Singapore tax revenue jumped 6.8% YoY to $50.2b in the financial year 2017-2018, thanks to better-than-expected economic expansion in 2017, the Inland Revenue Authority of Singapore (IRAS) revealed.
IRAS attributed the increases mainly to higher Corporate Income Tax collection from improved corporate earnings and higher Stamp Duty collection due to a higher number of property transactions. The cost of tax collection remained low at 0.84 cents for every dollar collected.
The tax revenue currently represents 66.2% of the government operating revenue and 11.1% of Singapore’s GDP.

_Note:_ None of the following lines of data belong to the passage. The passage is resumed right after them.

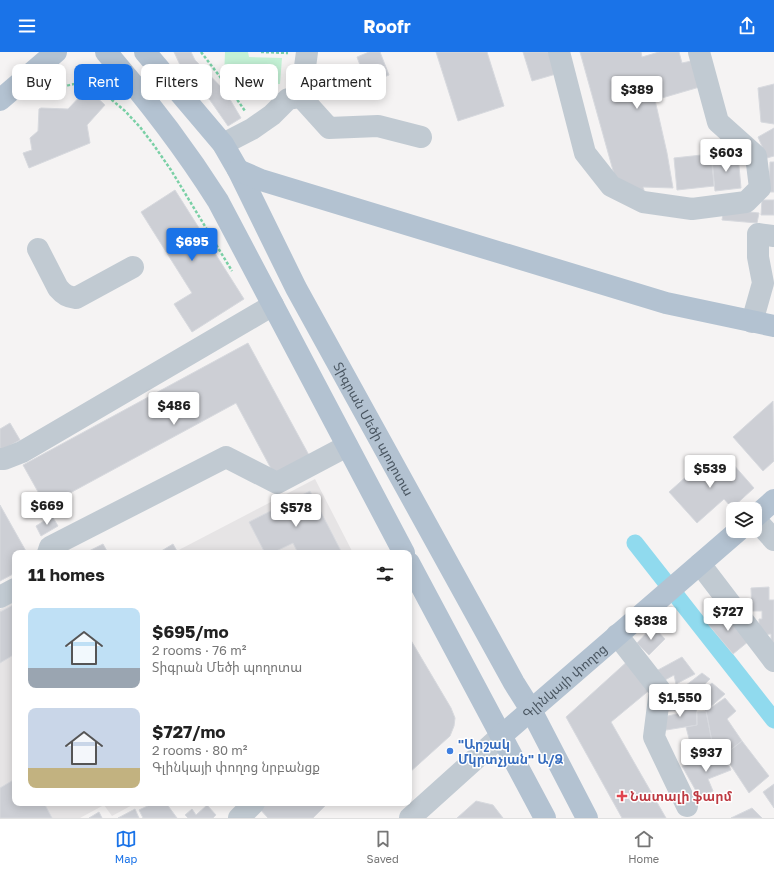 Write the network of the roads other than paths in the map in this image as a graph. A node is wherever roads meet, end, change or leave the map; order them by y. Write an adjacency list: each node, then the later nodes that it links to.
1 (56, 52): 8 (main road)
2 (106, 52): 17 (main road)
3 (145, 52): 12 (main road, Տիգրան Մեծի պողոտա)
4 (558, 52): 5 (street)
5 (699, 52)
6 (307, 53): 7 (street)
7 (306, 64)
8 (0, 100)
9 (287, 100): 12 (street)
10 (304, 100): 11 (street)
11 (421, 137)
12 (223, 144): 13 (main road, Տիգրան Մեծի պողոտա)
13 (238, 170): 18 (main road); 35 (main road, Տիգրան Մեծի պողոտա)
14 (774, 236): 18 (street)
15 (38, 249): 16 (street)
16 (133, 267)
17 (273, 305): 20 (main road); 21 (street)
18 (752, 322): 19 (main road)
19 (774, 326)
20 (347, 446): 27 (street); 28 (main road)
21 (0, 458)
22 (774, 500): 23 (main road)
23 (762, 511)
24 (762, 526): 26 (street)
25 (730, 538): 29 (main road, Գլինկայի փողոց)
26 (774, 540)
27 (49, 550)
28 (402, 550)
29 (695, 568): 33 (main road, Գլինկայի փողոց); 34 (street)
30 (412, 574): 36 (main road)
31 (12, 591): 32 (street)
32 (0, 597)
33 (617, 635): 35 (main road, Գլինկայի փողոց); 38 (street)
34 (774, 661)
35 (531, 710): 36 (main road, Գլինկայի փողոց); 42 (main road, Տիգրան Մեծի պողոտա)
36 (501, 736): 40 (street, Գլինկայի փողոց); 41 (main road)
37 (251, 806): 39 (street)
38 (687, 806)
39 (239, 818)
40 (410, 818)
41 (546, 818)
42 (587, 818) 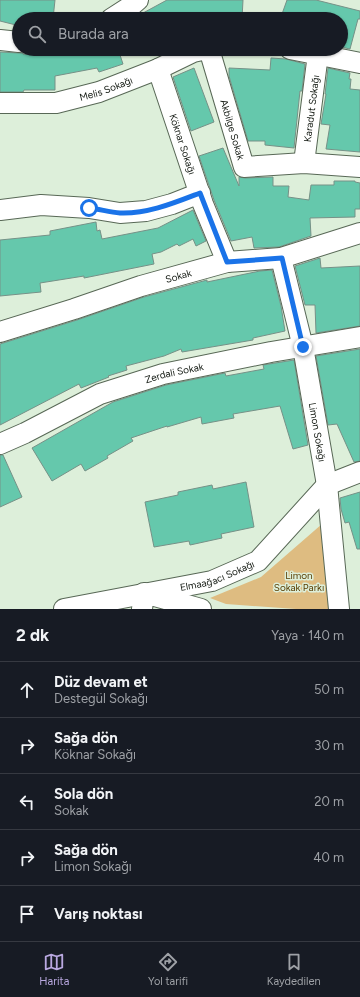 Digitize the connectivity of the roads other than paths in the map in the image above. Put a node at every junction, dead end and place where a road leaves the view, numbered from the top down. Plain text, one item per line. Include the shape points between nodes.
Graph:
1 (138, 0) edge
2 (122, 12) edge
3 (0, 40) edge
4 (12, 41) edge
5 (185, 56) edge
6 (210, 56) edge
7 (318, 56) edge
8 (327, 56) edge
9 (360, 63) edge
10 (158, 69) junction
11 (0, 103) edge
12 (304, 163) junction
13 (360, 167) edge
14 (200, 193) junction
15 (0, 210) edge
16 (360, 233) edge
17 (282, 258) junction
18 (227, 262) junction
19 (0, 332) edge
20 (360, 337) edge
21 (303, 347) junction
22 (0, 444) edge
23 (360, 472) edge
24 (327, 485) junction
25 (143, 601) edge
26 (64, 609) edge
27 (200, 609) edge
28 (339, 609) edge

1 - 2 street
3 - 4 street
5 - 10 street, Melis Sokağı
6 - 12 street, Akbilge Sokak via 244,167
7 - 12 street, Karadut Sokağı
8 - 9 street
10 - 11 street, Melis Sokağı via 99,92 56,103
10 - 14 street, Köknar Sokağı
12 - 13 street, Akbilge Sokak
14 - 15 street via 146,211 120,213 41,205
14 - 18 street, Köknar Sokağı
16 - 17 street, Sokak
17 - 18 street, Sokak
17 - 21 street, Limon Sokağı
18 - 19 street, Sokak via 141,286
20 - 21 street, Zerdali Sokak
21 - 22 street, Zerdali Sokak via 163,374 100,394
21 - 24 street, Limon Sokağı
23 - 24 street, Elmaağacı Sokağı
24 - 25 street, Elmaağacı Sokağı via 258,561 212,581
24 - 28 street, Limon Sokağı
25 - 26 street, Elmaağacı Sokağı
25 - 27 street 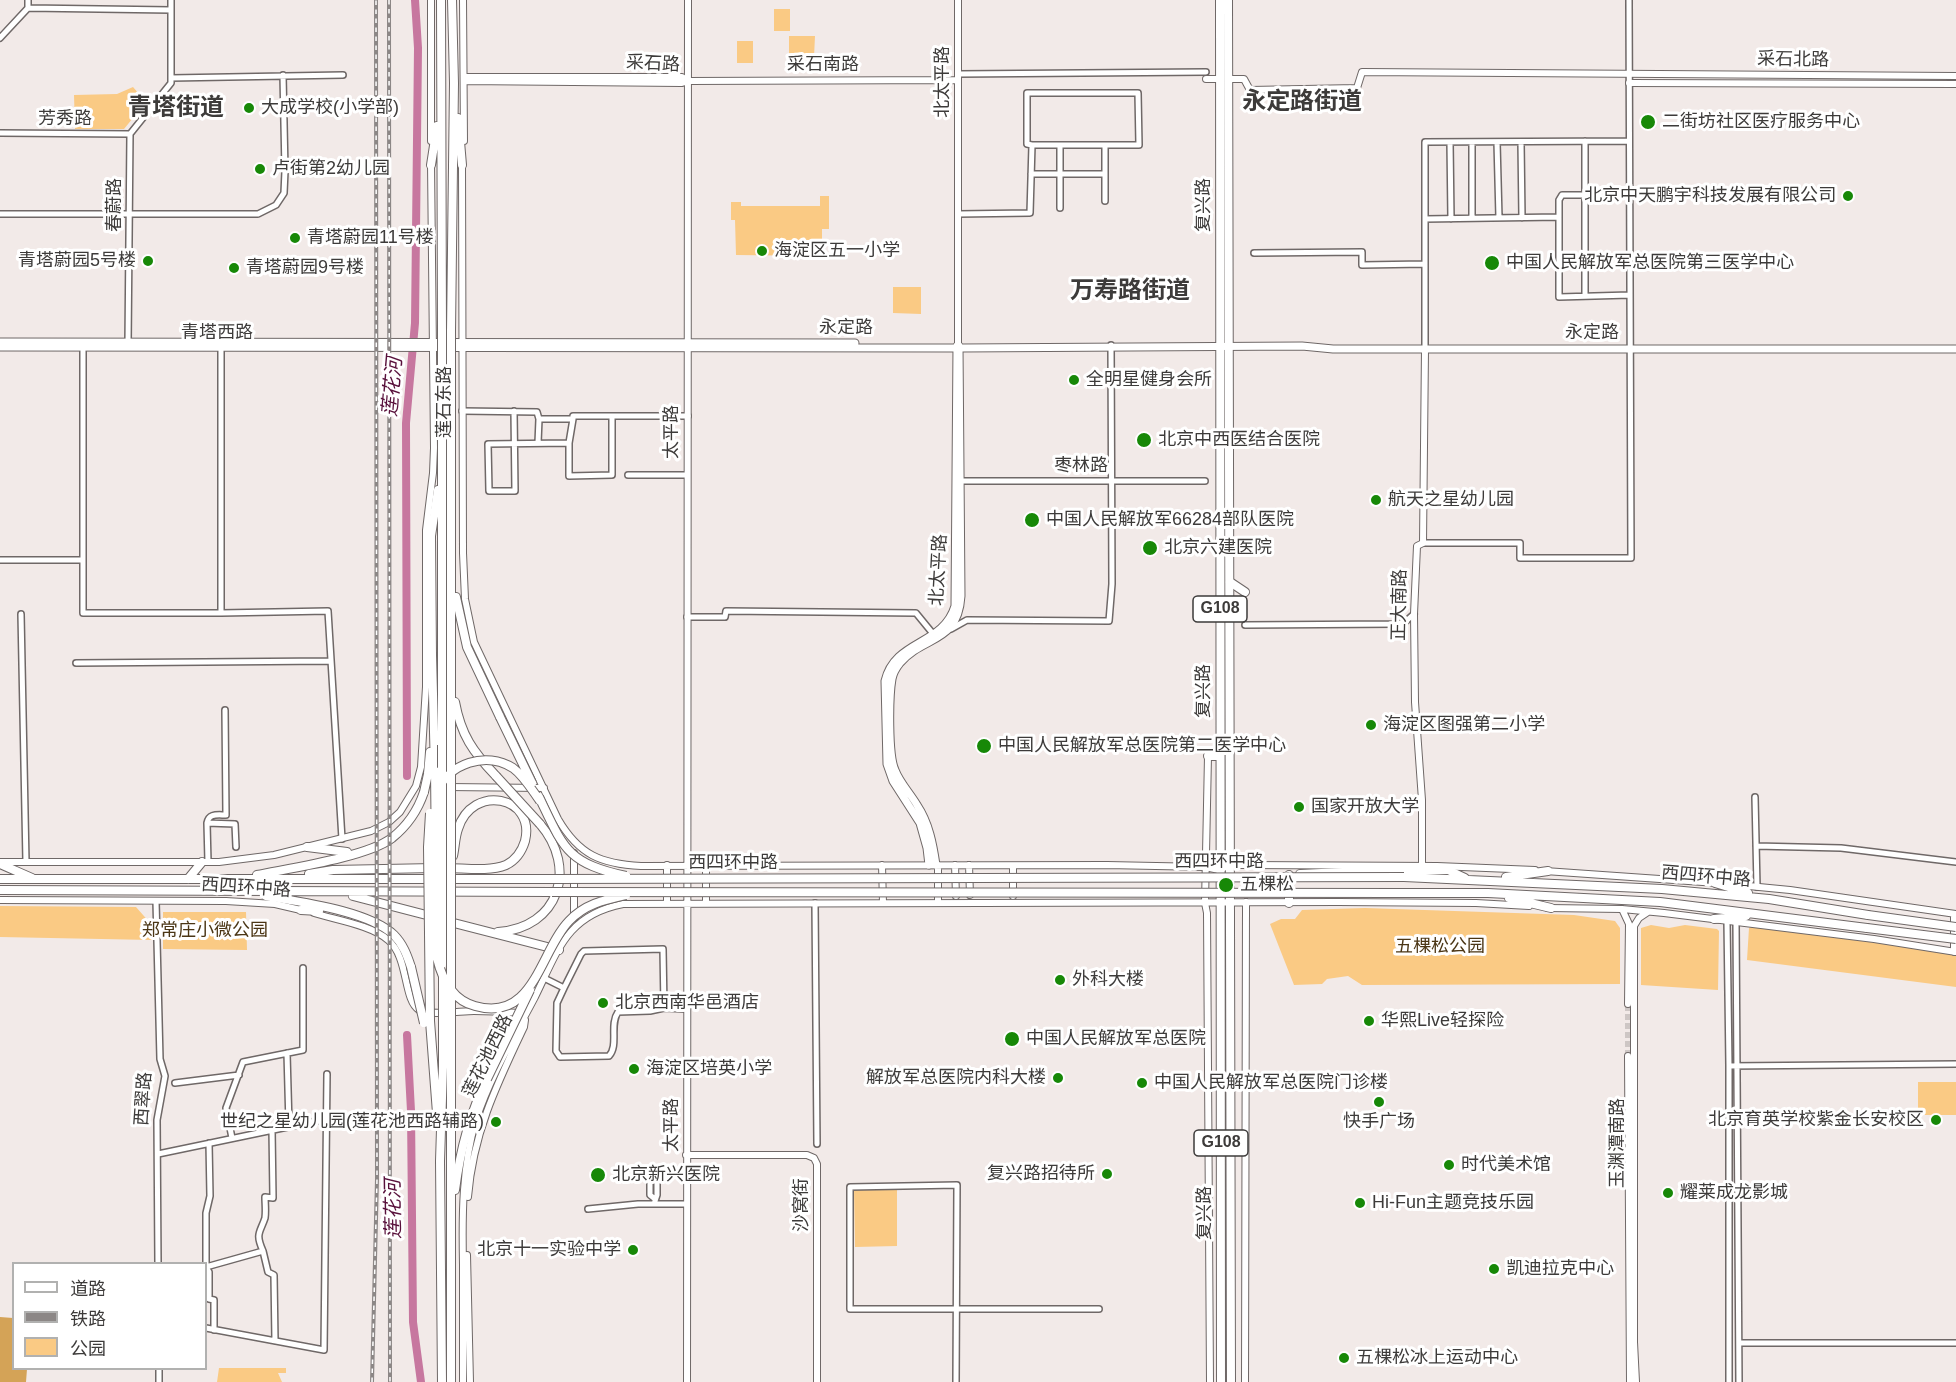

Income tax, composed of corporate income tax, individual income tax, and withholding tax made up 54% of IRAS’ collection, similar to the previous financial year. Total income taxes collected were $27.2b, 6.3% higher as compared to $25.6b last year. These were boosted by corporate income tax, which grew from $13.6b to $15b on the back of higher earnings.
GST collection stayed flat at $11b. Property tax collection also remained unchanged at $4.4b. Stamp Duty collection however soared by 49.6% to $4.9b due to a higher number of property transactions.
Betting taxes reached $2.7b, unchanged from last year. These comprise of betting duty, casino tax, and private lotteries duty.
For individual income tax, 96.5% were filed on time whilst 90.1% were paid on time. For goods and services tax (GST), 94.3% were filed on time and 89.9% were paid on time.
For payers of corporate income tax, 82.1% were filed on time whilst 84.9% were paid on time.
About 94.7% of property tax payers paid on time.